閉店してからやって来る、お菓子の好きな騎士さんは

龍田たると

閉店してからやって来る、お菓子の好きな騎士さんは


 ケーキ屋をやっています。


 女一人で経営しているのですが、なんとかやれていると思います。

 力仕事とか、足りないところは妖精さんが手伝ってくれますし。

 以前、魔術学校に通っていたので、そのあたりの知識はあるのです。

 そういうところ、あんまり男女差がなくて、結構便利な世の中なので助かっています。


 小さな町ですが、皆さん買いに来てくれて、評判はそれなりに悪くないと思います。まあ、自画自賛ですけど。


 お客さんで多いのは、やっぱり女性の方でしょうか。

 学生さんとか。だいたいが若くて、年頃の女の子。

 あとは子供連れの主婦の方々。

 買ってその場で食べる場所がウチにはないせいか、その中だと後者の方が多いかなって思います。

 喫茶店みたいにできればいいのですけど、さすがにそこまでは人手が回らないので。

 

 反対に、男のお客さんはとても少ないです。




 でも、この間、一人騎士団の方がいらっしゃったんです。


 西日が赤くなってくる、閉店間際の時間帯でした。

 あ、正確には閉店時間を過ぎてからです。


 その日はすごく忙しくて、私、疲れてカウンターに突っ伏して寝ちゃってたんです、夕方過ぎに。

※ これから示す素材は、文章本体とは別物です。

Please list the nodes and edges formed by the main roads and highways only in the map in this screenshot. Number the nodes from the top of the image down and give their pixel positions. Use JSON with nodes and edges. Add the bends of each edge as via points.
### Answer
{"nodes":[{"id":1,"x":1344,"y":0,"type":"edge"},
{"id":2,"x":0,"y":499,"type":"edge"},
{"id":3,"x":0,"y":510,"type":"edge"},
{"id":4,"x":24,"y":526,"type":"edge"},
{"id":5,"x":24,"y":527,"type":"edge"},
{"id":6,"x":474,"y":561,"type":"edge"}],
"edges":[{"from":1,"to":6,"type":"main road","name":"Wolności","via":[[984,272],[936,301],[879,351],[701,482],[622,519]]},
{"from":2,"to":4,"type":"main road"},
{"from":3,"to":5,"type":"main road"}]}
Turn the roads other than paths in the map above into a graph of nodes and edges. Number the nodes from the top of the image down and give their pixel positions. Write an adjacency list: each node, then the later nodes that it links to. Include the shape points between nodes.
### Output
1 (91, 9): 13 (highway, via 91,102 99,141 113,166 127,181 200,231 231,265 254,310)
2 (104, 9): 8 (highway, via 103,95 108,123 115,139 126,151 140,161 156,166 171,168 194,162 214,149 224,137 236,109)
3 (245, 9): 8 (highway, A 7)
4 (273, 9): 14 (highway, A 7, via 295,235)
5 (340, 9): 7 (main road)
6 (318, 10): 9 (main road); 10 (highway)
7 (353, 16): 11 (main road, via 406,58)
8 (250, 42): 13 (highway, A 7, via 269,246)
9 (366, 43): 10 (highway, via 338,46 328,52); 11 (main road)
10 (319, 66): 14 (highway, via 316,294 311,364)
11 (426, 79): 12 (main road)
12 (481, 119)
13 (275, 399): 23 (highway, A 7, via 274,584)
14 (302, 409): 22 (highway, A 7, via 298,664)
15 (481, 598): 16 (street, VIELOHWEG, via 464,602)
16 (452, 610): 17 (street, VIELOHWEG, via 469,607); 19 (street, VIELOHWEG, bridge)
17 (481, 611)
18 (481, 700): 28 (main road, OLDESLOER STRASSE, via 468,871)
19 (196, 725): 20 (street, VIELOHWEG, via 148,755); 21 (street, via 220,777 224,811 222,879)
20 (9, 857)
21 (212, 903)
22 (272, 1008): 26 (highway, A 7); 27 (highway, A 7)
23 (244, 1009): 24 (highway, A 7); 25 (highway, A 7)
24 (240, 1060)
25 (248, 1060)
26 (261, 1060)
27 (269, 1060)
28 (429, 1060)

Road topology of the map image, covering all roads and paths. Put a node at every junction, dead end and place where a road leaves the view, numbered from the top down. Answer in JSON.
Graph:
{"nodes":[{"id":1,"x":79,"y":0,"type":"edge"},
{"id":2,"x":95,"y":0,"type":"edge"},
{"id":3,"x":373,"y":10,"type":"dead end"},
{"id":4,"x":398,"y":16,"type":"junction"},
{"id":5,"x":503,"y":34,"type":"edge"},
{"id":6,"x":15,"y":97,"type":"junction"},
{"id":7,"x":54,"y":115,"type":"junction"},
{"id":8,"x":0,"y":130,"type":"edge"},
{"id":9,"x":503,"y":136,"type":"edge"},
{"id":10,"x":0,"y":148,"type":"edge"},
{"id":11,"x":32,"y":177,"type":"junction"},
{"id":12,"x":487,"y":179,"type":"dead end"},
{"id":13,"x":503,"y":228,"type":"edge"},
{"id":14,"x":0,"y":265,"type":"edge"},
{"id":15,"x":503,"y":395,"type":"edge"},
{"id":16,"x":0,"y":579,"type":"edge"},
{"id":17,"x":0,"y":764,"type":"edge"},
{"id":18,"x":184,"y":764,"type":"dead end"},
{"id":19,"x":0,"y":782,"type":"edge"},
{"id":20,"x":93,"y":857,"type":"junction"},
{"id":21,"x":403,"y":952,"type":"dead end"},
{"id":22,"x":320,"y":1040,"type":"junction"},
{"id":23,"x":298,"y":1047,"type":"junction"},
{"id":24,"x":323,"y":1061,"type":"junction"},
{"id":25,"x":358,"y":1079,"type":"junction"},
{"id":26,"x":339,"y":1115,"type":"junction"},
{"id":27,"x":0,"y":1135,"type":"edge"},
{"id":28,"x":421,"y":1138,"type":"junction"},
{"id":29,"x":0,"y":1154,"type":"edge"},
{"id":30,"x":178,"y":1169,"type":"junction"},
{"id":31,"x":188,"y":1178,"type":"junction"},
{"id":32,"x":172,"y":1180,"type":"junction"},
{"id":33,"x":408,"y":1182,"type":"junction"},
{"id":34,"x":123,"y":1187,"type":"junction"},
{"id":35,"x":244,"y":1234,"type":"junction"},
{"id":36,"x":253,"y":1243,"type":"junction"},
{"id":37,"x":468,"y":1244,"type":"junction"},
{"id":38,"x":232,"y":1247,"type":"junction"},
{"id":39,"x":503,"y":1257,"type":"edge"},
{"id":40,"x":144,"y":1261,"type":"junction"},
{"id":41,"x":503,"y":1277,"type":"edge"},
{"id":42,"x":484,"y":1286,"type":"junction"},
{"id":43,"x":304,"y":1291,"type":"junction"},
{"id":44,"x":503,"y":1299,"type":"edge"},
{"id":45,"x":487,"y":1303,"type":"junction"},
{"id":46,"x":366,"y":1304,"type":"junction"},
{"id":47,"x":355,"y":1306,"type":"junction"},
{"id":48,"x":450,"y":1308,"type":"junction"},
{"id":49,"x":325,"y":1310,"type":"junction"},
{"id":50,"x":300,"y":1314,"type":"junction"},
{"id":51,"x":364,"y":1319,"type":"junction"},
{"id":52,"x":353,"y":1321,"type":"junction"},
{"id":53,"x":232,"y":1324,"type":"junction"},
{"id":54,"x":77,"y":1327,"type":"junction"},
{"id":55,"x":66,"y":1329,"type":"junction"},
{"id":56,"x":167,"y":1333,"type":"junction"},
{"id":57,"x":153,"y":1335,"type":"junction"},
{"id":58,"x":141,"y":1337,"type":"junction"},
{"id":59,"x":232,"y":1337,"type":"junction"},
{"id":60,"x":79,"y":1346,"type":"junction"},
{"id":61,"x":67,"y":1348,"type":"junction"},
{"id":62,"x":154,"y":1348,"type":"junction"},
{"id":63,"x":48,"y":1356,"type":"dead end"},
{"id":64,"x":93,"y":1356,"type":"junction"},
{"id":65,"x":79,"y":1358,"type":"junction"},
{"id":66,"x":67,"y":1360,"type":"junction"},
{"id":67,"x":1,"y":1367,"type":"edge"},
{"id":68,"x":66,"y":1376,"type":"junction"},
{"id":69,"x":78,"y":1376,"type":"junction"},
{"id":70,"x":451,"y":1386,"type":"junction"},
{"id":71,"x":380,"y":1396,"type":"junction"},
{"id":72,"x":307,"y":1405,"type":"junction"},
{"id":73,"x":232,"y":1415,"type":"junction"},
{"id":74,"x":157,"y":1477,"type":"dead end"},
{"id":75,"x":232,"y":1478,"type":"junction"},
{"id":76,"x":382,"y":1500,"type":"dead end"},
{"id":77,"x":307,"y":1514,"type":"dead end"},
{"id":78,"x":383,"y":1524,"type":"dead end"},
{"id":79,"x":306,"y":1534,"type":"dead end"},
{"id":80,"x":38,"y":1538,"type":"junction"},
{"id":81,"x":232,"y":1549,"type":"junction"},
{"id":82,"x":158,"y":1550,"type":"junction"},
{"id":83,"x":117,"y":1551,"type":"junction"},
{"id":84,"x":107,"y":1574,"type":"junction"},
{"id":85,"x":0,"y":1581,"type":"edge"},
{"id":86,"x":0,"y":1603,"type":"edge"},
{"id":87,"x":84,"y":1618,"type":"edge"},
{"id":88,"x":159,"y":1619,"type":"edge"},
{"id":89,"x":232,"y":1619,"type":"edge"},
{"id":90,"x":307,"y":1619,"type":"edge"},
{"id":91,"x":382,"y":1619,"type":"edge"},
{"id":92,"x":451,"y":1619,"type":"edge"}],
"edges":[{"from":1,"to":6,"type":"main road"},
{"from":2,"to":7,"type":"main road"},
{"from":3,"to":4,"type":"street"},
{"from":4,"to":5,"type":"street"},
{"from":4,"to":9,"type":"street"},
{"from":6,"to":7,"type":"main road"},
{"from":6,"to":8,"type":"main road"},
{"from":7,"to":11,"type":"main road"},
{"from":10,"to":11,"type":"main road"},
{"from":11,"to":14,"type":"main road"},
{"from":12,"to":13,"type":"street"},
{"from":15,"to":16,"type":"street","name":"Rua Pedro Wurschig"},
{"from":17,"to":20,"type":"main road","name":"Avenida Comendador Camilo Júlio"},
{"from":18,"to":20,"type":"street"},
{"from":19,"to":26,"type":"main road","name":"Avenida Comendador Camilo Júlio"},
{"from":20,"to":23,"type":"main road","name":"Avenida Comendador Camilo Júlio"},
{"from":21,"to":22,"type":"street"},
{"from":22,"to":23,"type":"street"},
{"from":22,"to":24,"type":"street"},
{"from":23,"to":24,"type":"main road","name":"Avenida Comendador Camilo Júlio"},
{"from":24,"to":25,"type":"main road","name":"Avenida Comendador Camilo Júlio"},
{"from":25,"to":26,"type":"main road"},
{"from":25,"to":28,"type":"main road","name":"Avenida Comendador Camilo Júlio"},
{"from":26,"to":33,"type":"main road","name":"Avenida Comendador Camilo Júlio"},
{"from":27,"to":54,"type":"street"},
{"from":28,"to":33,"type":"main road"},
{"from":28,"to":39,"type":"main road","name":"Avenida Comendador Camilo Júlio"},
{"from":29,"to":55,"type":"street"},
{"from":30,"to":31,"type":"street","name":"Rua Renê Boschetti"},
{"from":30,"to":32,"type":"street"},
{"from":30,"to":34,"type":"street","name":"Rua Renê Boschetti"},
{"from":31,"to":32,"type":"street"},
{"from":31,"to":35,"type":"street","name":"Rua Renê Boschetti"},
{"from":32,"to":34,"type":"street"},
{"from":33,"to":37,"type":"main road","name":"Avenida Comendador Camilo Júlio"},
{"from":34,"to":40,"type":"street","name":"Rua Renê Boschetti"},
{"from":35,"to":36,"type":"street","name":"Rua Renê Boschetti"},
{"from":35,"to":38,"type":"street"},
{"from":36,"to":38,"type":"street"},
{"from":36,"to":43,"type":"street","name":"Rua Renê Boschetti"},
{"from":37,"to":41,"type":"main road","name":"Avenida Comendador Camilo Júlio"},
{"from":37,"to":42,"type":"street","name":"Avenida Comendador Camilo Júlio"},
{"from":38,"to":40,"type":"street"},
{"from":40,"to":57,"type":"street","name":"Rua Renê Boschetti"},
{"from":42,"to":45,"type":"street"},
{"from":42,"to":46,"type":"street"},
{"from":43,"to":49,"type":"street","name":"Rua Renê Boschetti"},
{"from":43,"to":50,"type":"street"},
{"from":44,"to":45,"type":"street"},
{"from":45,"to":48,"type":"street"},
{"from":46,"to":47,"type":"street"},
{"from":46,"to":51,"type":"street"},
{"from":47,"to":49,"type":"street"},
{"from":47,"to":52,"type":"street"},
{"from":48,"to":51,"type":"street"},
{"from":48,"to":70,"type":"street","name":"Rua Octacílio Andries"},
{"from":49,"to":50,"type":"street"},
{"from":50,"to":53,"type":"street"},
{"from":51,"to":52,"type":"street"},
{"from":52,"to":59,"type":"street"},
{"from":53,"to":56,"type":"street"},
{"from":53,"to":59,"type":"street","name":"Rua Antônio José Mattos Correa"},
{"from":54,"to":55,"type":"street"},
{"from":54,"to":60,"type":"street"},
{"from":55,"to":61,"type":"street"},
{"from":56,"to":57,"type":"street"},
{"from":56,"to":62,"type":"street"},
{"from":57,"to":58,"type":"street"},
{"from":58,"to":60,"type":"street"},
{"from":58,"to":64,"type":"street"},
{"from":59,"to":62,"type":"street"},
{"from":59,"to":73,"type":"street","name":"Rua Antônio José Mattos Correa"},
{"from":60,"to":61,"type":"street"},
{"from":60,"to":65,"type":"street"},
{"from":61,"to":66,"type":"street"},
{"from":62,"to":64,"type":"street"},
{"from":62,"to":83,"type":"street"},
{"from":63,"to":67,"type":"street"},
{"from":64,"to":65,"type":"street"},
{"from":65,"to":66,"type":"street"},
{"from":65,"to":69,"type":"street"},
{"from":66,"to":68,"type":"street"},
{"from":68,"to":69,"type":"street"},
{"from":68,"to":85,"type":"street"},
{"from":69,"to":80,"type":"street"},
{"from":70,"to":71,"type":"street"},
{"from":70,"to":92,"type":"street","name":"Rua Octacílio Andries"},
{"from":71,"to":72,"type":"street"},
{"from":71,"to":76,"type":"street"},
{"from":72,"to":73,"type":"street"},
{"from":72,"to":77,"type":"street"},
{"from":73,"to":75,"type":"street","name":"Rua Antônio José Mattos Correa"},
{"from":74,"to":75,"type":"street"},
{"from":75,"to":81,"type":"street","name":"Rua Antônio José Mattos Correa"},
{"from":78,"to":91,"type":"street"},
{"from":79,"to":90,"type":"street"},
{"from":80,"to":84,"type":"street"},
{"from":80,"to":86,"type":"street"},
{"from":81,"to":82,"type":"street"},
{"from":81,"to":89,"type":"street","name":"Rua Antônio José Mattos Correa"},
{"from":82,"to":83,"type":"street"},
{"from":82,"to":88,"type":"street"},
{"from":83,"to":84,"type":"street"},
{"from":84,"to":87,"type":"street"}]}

 本当は閉店の看板を出さないといけないんですけど、それもそのままにしちゃってて。


 そうやって眠りこけている時に、騎士さんがお店にやってきたんです。




「……すまない。このクッキーを一箱分もらいたいのだが」


「ふぇっ、ひゃいっ!」


 私、寝ぼけてて、変な声出しちゃって。

 あの時は穴があったら入りたいくらいで。ほんと、恥ずかしかったです。


「こっ、こちらのクッキーですね! すみませんっ、ただいまお包みいたしますっ!」


 騎士さんは背の高い、すらっとした方でした。

 詰襟の騎士服がとてもよくお似合いでした。

 私より年上の……まだ三十はいってないかな、二十四、五歳くらいの方でしょうか?


 プラチナブロンドの髪に、ルビーのような赤い瞳。

 無表情だけど凛とした、湖畔の水面のような静謐な印象の方。

 きっとモテるんだろうなあと、人ごとながら思います。


「注文を付けて悪いが、リボンをつけて飾り紙に包んでもらえないだろうか……贈呈用、なので」


 なんだかおずおずと申し訳なさそうな様子で、騎士さんは私に言いました。


「かしこまりました。それでは1890タラントになります。お包み代はサービスいたします」


 気を取り直して私は営業スマイルを作ります。

 包装と会計を済ませた後、そのクッキーを手渡しました。

 

「どうもありがとう」


「いいえ、こちらこそお買い上げありがとうございました。またのお越しをお待ちしております」


 その時は、珍しいお客さんだなって、その程度の感想だったんですけど。でも。




「……すまない。またクッキーをいただけるだろうか」


 何日か後、閉店間際にその騎士さんが再びいらっしゃったんです。


「かしこまりました。一箱分、お包みすればよろしいでしょうか?」


「あ、いや。それはさすがに多いから……今度は、一袋分で頼む」


 騎士さんはこの日、ちょっと顔を赤くしておっしゃいました。

 ちなみに、クッキーは三袋でちょうど一箱分です。

 このサイズ、たとえば家族へのお土産なら、一袋分がちょうどいい量なのですけど、だとすると今回は贈呈用ではなさそうで。

 

 飾り紙はいいのかしらという思考が顔に出てしまったのでしょうね、騎士さんは私を見て慌てたように言いました。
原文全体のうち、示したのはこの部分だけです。